The researchers coated the silicon solar cells with a special organic layer. This layer functions to distribute the energy of the incoming high-energy photons into two triplet excitons that in turn transfer their electrons on to the silicon cells.

The researchers had to first characterize the ultra-fast processes occurring at the organic/inorganic interface. For this, they directed ultra-short laser pulses into organic pentacene and studied the effect with laser spectroscopy. By following the transfer of energy taking place within a femtosecond (a billionth of a billionth of a second), they confirmed the presence of two electrons for each high-energy photon. Normally, only one electron is generated per photon.

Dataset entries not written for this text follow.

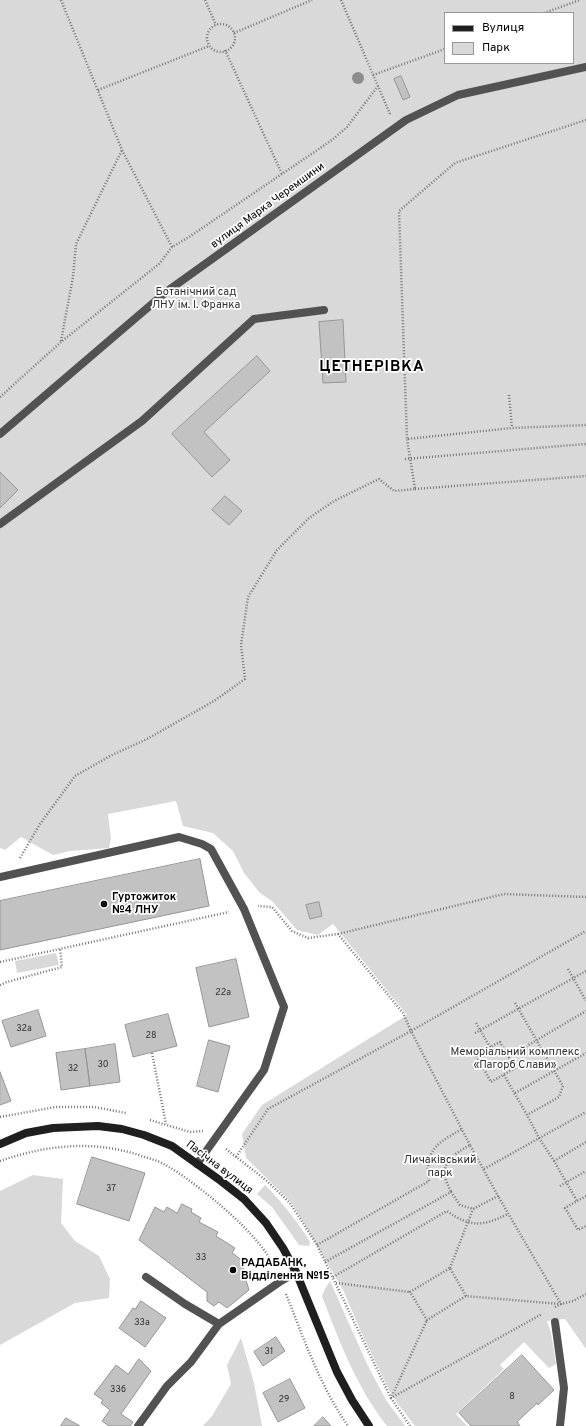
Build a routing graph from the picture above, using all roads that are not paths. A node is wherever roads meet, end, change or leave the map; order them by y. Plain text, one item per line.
1 (586, 67) edge
2 (324, 310) dead end
3 (0, 434) edge
4 (0, 524) edge
5 (0, 877) edge
6 (0, 1144) edge
7 (197, 1164) junction
8 (296, 1272) junction
9 (146, 1277) dead end
10 (556, 1322) dead end
11 (220, 1324) junction
12 (138, 1426) edge
13 (369, 1426) edge
14 (560, 1426) edge

1 - 3 lane, вулиця Марка Черемшини
2 - 4 lane
5 - 7 lane
6 - 7 main road, Пасічна вулиця
7 - 8 main road, Пасічна вулиця
8 - 11 lane
8 - 13 main road, Пасічна вулиця
9 - 11 lane
10 - 14 lane
11 - 12 lane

After proving the concept that each high-energy photon can generate two electrons, the researchers had to find an alternative candidate to replace pentacene, which is not a suitable candidate to produce electrons suitable for silicon to absorb. They have now found a suitable organic material that can produce electrons with excitation higher than the band gap or the minimum absorption energy of silicon. The organic material is cheap and can be printed or even sprayed on as ink on top of traditional silicon solar cells.

According to Tabachnyk, normal solar cells harvest only the bright single-spin excitation electrons produced by the photons. The organic layer extends the ability of the cells by allowing them to harvest additional electrons from high-energy photons producing dark spin-triplet excitations.